An appropriate goal, experts say, is three million shots per day — probably by April. At that pace, half of adults would receive their first shot by April and all adults who wanted a shot could receive one by June, saving thousands of lives and allowing normal life to return by midsummer.

Biden struck a somewhat more ambitious tone yesterday, telling CNN that anybody who wanted a vaccine would be able to get one "by the end of July." But Dr. Anthony Fauci also said that the timeline for when the general population could receive shots was slipping from April to May or June.

The shots are on their way


The key fact is that the delivery of vaccine doses is on the verge of accelerating rapidly. Since December, Moderna and Pfizer have delivered fewer than one million shots per day to the government.

But over the next month and a half, the two companies have promised to deliver at least three million shots per day — and to accelerate the pace to about 3.3 million per day starting in April.

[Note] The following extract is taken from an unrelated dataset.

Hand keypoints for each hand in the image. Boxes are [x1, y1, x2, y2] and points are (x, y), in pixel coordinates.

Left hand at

Johnson & Johnson is likely to add to that total if, as expected, it receives the go-ahead to start distributing shots in coming weeks.

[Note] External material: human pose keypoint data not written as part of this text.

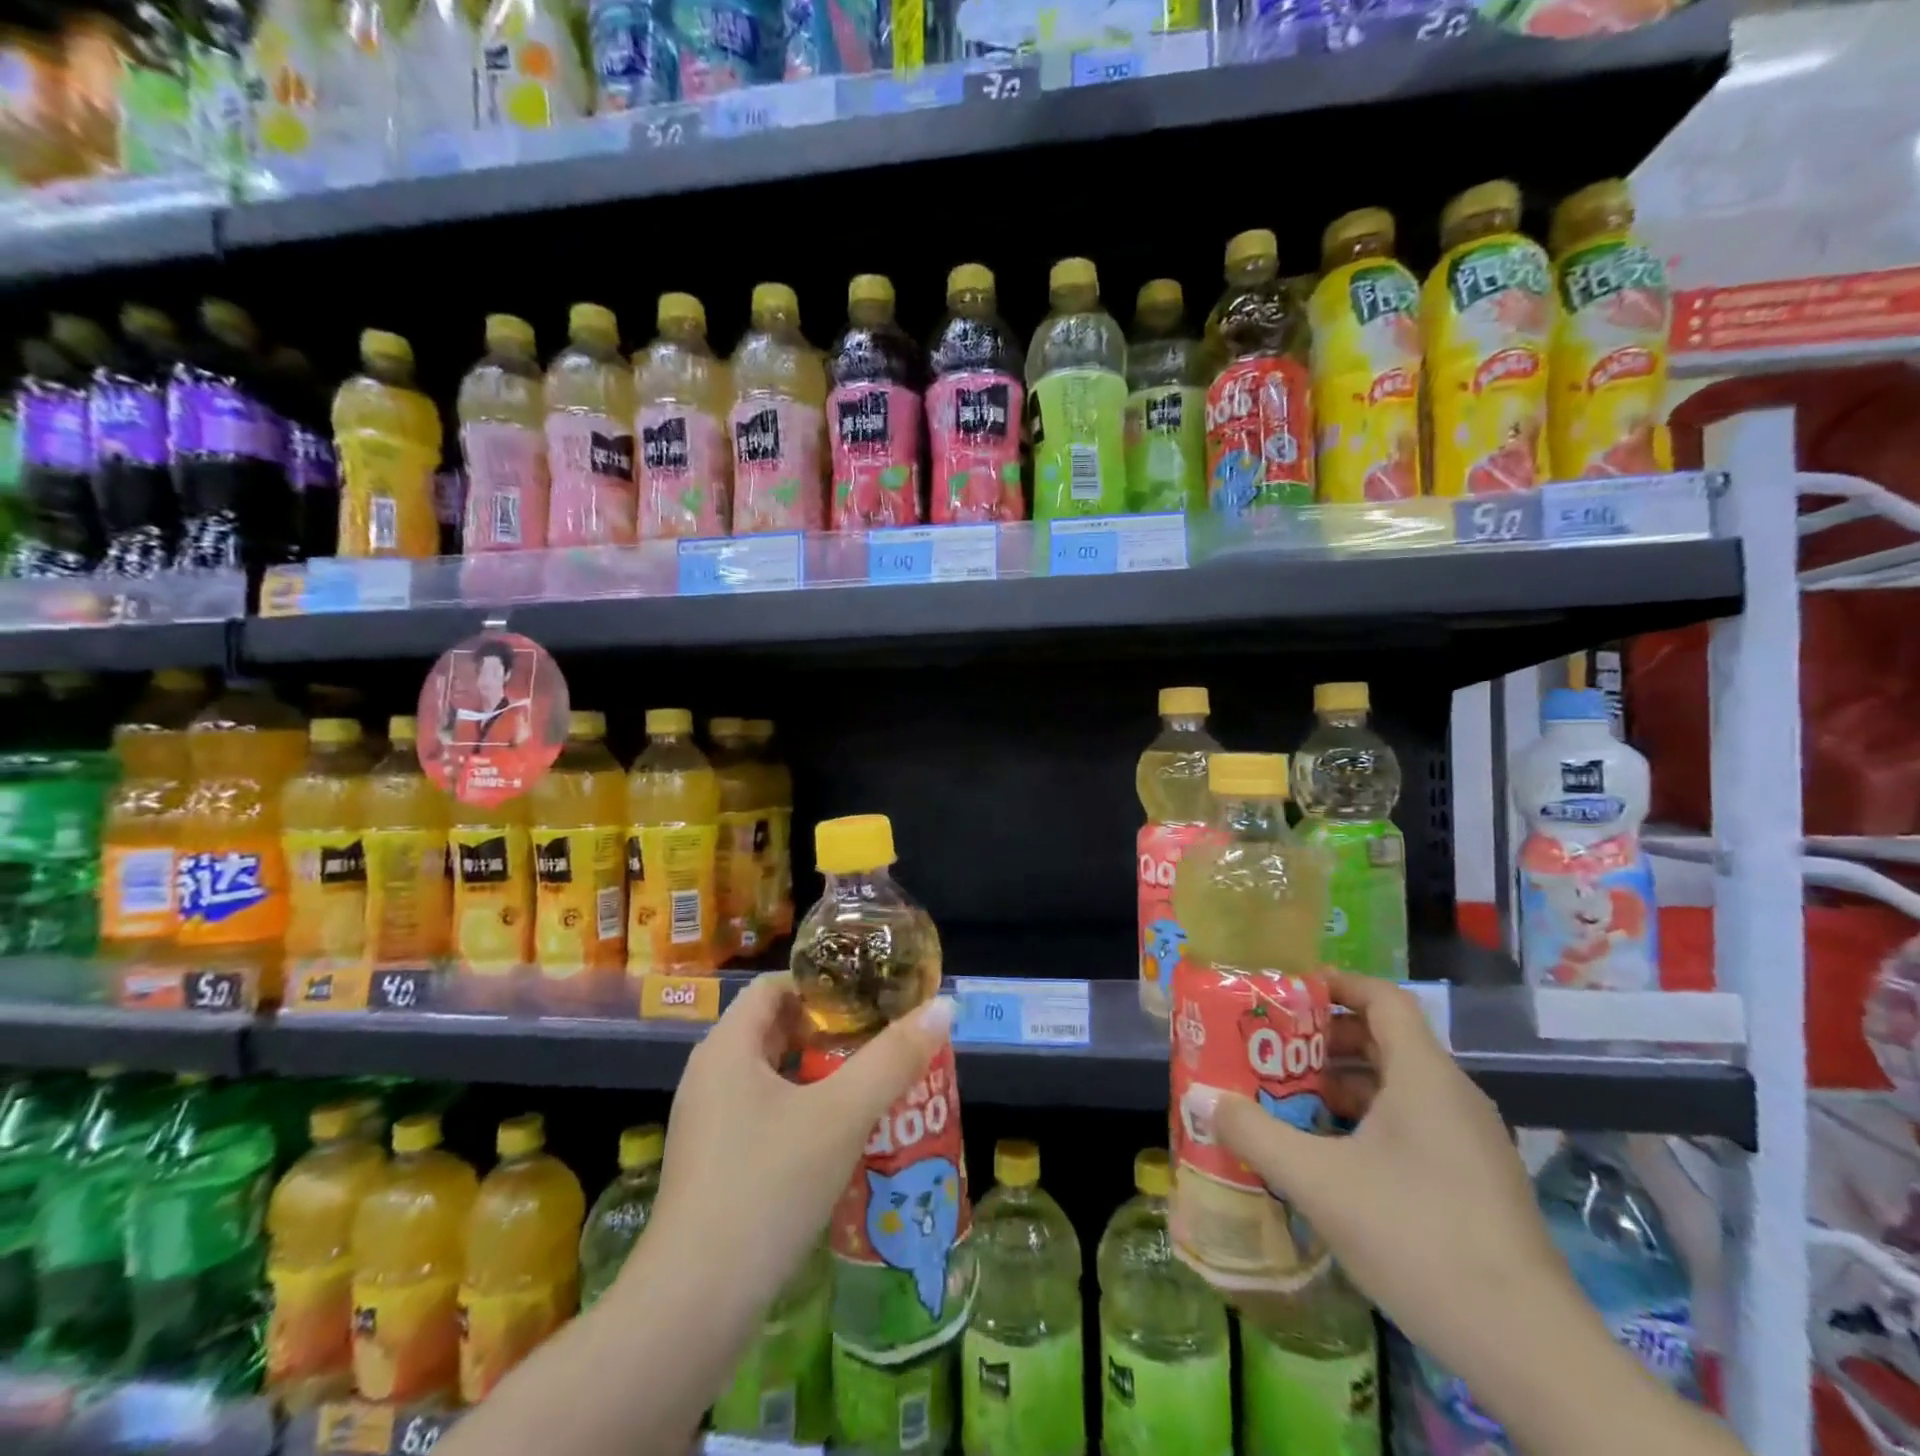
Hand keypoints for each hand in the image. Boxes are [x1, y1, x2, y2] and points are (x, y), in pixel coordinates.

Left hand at [631, 972, 957, 1322]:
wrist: (693, 1309)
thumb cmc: (768, 1187)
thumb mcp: (842, 1115)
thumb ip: (894, 1058)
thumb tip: (944, 1007)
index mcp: (727, 1047)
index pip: (774, 986)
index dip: (822, 984)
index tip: (869, 997)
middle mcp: (709, 1076)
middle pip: (773, 1029)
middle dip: (828, 1031)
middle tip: (880, 1039)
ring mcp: (705, 1124)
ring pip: (769, 1077)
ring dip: (818, 1074)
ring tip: (870, 1084)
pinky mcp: (710, 1167)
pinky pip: (760, 1115)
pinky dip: (800, 1112)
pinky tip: (837, 1140)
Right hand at [1200, 973, 1583, 1361]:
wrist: (1528, 1349)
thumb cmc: (1417, 1237)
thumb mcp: (1318, 1181)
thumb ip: (1255, 1133)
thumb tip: (1201, 1099)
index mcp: (1424, 1075)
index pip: (1382, 997)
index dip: (1336, 984)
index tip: (1288, 991)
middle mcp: (1452, 1096)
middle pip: (1385, 1040)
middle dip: (1324, 1040)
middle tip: (1272, 1050)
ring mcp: (1470, 1141)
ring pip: (1398, 1086)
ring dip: (1343, 1085)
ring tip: (1290, 1101)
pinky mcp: (1476, 1181)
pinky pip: (1414, 1124)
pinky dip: (1369, 1122)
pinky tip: (1332, 1156)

Very soon, the major issue won't be supply. It will be logistics: Can the Biden administration and state and local governments administer the shots at close to the same rate that they receive them?

"I'm not hearing a plan," Dr. Peter Hotez, a vaccine expert at Baylor College of Medicine, told me. "In the public statements, I don't hear that sense of urgency."

Bankers' hours for vaccine clinics


The experts I interviewed said they understood why Biden had set only modest public goals so far. Manufacturing vaccines is complex, and falling short of a high-profile goal would sow doubt during a public-health emergency, as Barry Bloom, a Harvard immunologist, told me. If he were president, Bloom added, he would also want to exceed whatever goal was appearing in the media.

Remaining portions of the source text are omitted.